◆ **Supplied records**
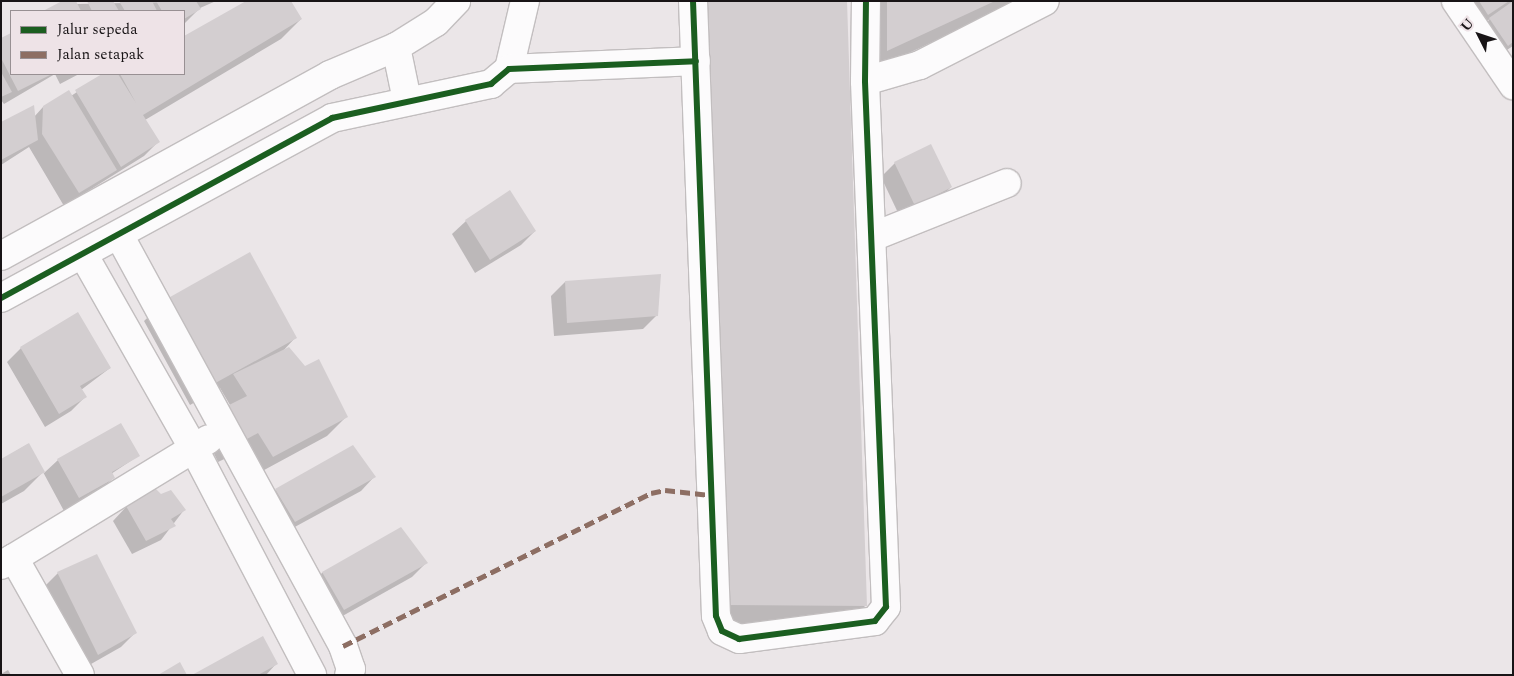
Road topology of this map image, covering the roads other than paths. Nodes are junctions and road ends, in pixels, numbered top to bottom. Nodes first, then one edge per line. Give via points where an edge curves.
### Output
1 (456, 1) edge
2 (525, 1) edge
3 (693, 1) edge
4 (866, 1) edge
5 (1045, 1) edge
6 (1456, 1) edge
7 (396, 47) junction
8 (696, 61) junction
9 (509, 69) junction
10 (1510, 76) edge
11 (865, 81) junction
12 (407, 100) junction
13 (1007, 183) dead end
14 (119, 235) junction
15 (872, 237) junction
16 (83, 254) junction
17 (1, 256) edge
18 (1, 298) edge
19 (223, 430) junction
20 (194, 449) junction
21 (8, 562) edge
22 (80, 675) edge
23 (312, 675) edge
24 (349, 675) edge

1 - 7 street via 436,22
2 - 9 street
3 - 8 street
4 - 11 street
5 - 11 street via 920,65
6 - 10 street
7 - 12 street
7 - 17 street via 330,76
8 - 9 street
8 - 15 street via 716,616 722,631 739,639 876,621 886,607
9 - 12 street via 491,84
11 - 15 street
12 - 14 street via 332,118
13 - 15 street
14 - 16 street
14 - 19 street
16 - 18 street
16 - 20 street
19 - 20 street
19 - 24 street via 343,646 351,669
20 - 21 street
20 - 23 street
21 - 22 street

◆ **What you should do**
Transcribe all the entries precisely. Do not include any picture.

◆ **Result**
Road topology of this map image, covering the roads other than paths. Nodes are junctions and road ends, in pixels, numbered top to bottom. Nodes first, then one edge per line. Give via points where an edge curves.
### Output
1 (456, 1) edge
2 (525, 1) edge
3 (693, 1) edge
4 (866, 1) edge
5 (1045, 1) edge
6 (1456, 1) edge
7 (396, 47) junction
8 (696, 61) junction
9 (509, 69) junction
10 (1510, 76) edge
11 (865, 81) junction
12 (407, 100) junction
13 (1007, 183) dead end
14 (119, 235) junction
15 (872, 237) junction
16 (83, 254) junction
17 (1, 256) edge
18 (1, 298) edge
19 (223, 430) junction
20 (194, 449) junction
21 (8, 562) edge
22 (80, 675) edge
23 (312, 675) edge
24 (349, 675) edge

1 - 7 street via 436,22
2 - 9 street
3 - 8 street
4 - 11 street
5 - 11 street via 920,65
6 - 10 street
7 - 12 street
7 - 17 street via 330,76
8 - 9 street
8 - 15 street via 716,616 722,631 739,639 876,621 886,607
9 - 12 street via 491,84
11 - 15 street
12 - 14 street via 332,118
13 - 15 street
14 - 16 street
14 - 19 street
16 - 18 street
16 - 20 street
19 - 20 street
19 - 24 street via 343,646 351,669
20 - 21 street
20 - 23 street
21 - 22 street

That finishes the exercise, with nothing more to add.